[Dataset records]
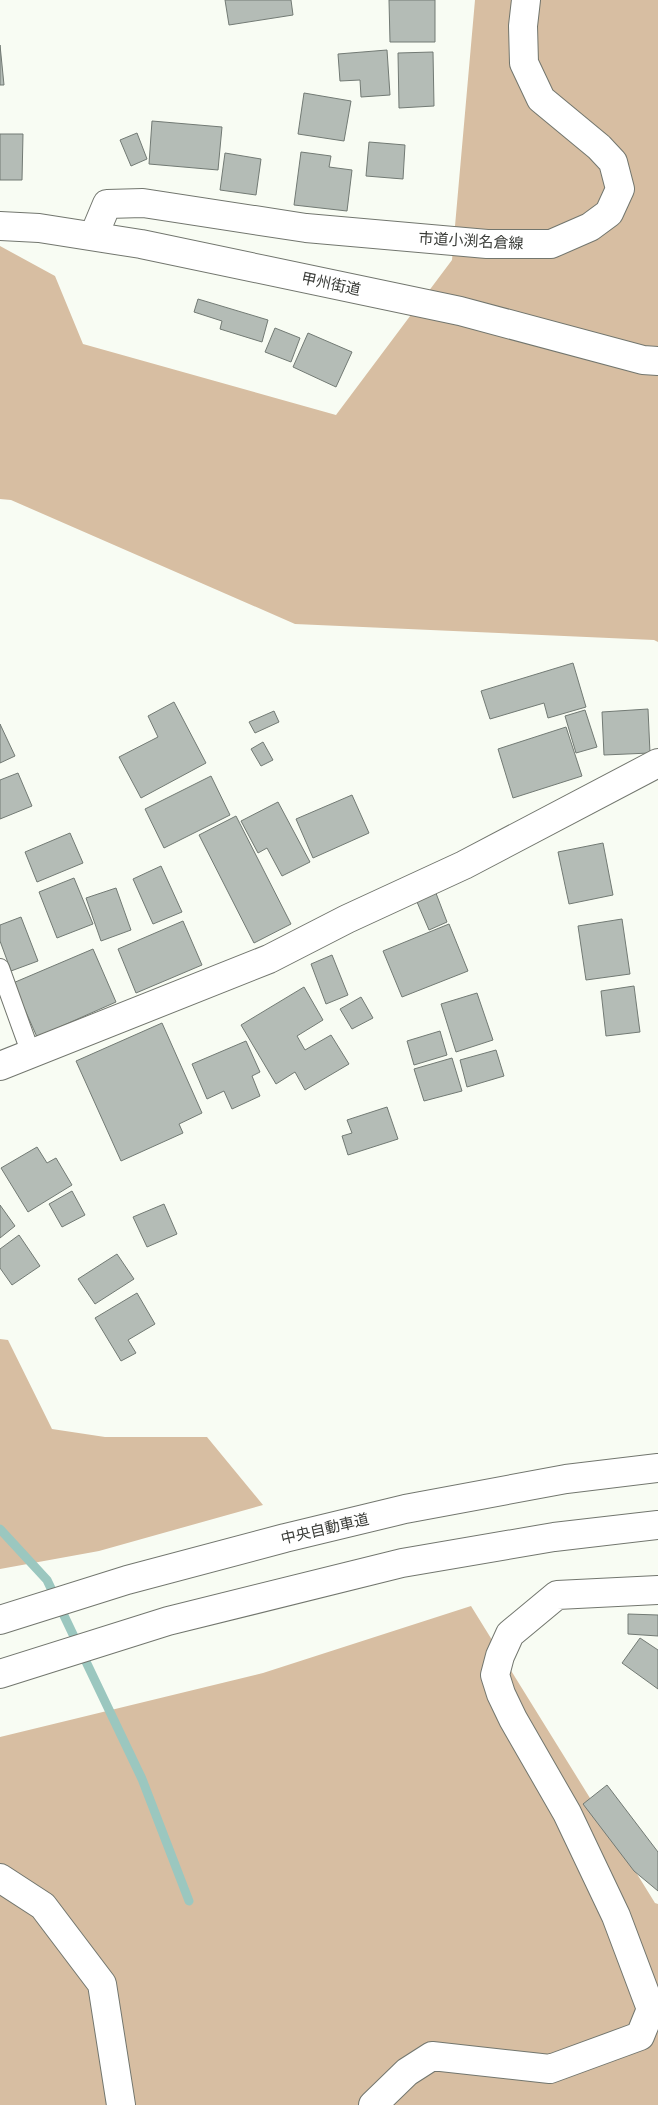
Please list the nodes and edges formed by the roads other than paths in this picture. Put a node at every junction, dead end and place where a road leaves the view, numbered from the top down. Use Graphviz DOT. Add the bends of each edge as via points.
graph roads {
  1 [pos="526,0"];
  2 [pos="0,226"];
  3 [pos="94,236"];
  4 [pos="658,361"];
  5 [pos="658,763"];
  6 [pos="0,968"];
  7 [pos="31,1054"];
  8 [pos="0,1066"];
  9 [pos="658,1468"];
  10 [pos="658,1525"];
  11 [pos="658,1590"];
  12 [pos="0,1620"];
  13 [pos="0,1674"];
  14 [pos="0,1878"];
  15 [pos="121,2105"];
  16 [pos="374,2105"];
  1 -- 3 [label="main road, 市道小渕名倉線" via="524,63 541,99 613,162 620,189 609,213 590,227 551,244 488,244 306,228 143,203 106,204"];
  2 -- 3 [label="main road, 甲州街道"];
  3 -- 4 [label="main road, 甲州街道" via="460,311 643,360"];
  5 -- 7 [label="main road" via="464,865 269,959"];
  6 -- 7 [label="lane"];
  7 -- 8 [label="main road"];
  9 -- 12 [label="main road, 中央自動車道" via="566,1479 388,1514 127,1580"];
  10 -- 13 [label="main road" via="554,1537 402,1563 168,1621"];
  11 -- 16 [label="main road" via="557,1595 510,1634 495,1675 513,1719 567,1813 616,1916 651,2009 640,2036 550,2069 432,2056 407,2072"];
  14 -- 15 [label="main road" via="42,1906 102,1984"];
}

__Task goal__. Pictures excluded, set down all the entries exactly.

__Answer space__.
Please list the nodes and edges formed by the roads other than paths in this picture. Put a node at every junction, dead end and place where a road leaves the view, numbered from the top down. Use Graphviz DOT. Add the bends of each edge as via points.
graph roads {
  1 [pos="526,0"];
  2 [pos="0,226"];
  3 [pos="94,236"];
  4 [pos="658,361"];
  5 [pos="658,763"];
  6 [pos="0,968"];
  7 [pos="31,1054"];
  8 [pos="0,1066"];
  9 [pos="658,1468"];
  10 [pos="658,1525"];
  11 [pos="658,1590"];
  12 [pos="0,1620"];
  13 [pos="0,1674"];
  14 [pos="0,1878"];
  15 [pos="121,2105"];
  16 [pos="374,2105"];
  1 -- 3 [label="main road, 市道小渕名倉線" via="524,63 541,99 613,162 620,189 609,213 590,227 551,244 488,244 306,228 143,203 106,204"];
  2 -- 3 [label="main road, 甲州街道"];
  3 -- 4 [label="main road, 甲州街道" via="460,311 643,360"];
  5 -- 7 [label="main road" via="464,865 269,959"];
  6 -- 7 [label="lane"];
  7 -- 8 [label="main road"];
  9 -- 12 [label="main road, 中央自動車道" via="566,1479 388,1514 127,1580"];
  10 -- 13 [label="main road" via="554,1537 402,1563 168,1621"];
  11 -- 16 [label="main road" via="557,1595 510,1634 495,1675 513,1719 567,1813 616,1916 651,2009 640,2036 550,2069 432,2056 407,2072"];
  14 -- 15 [label="main road" via="42,1906 102,1984"];
}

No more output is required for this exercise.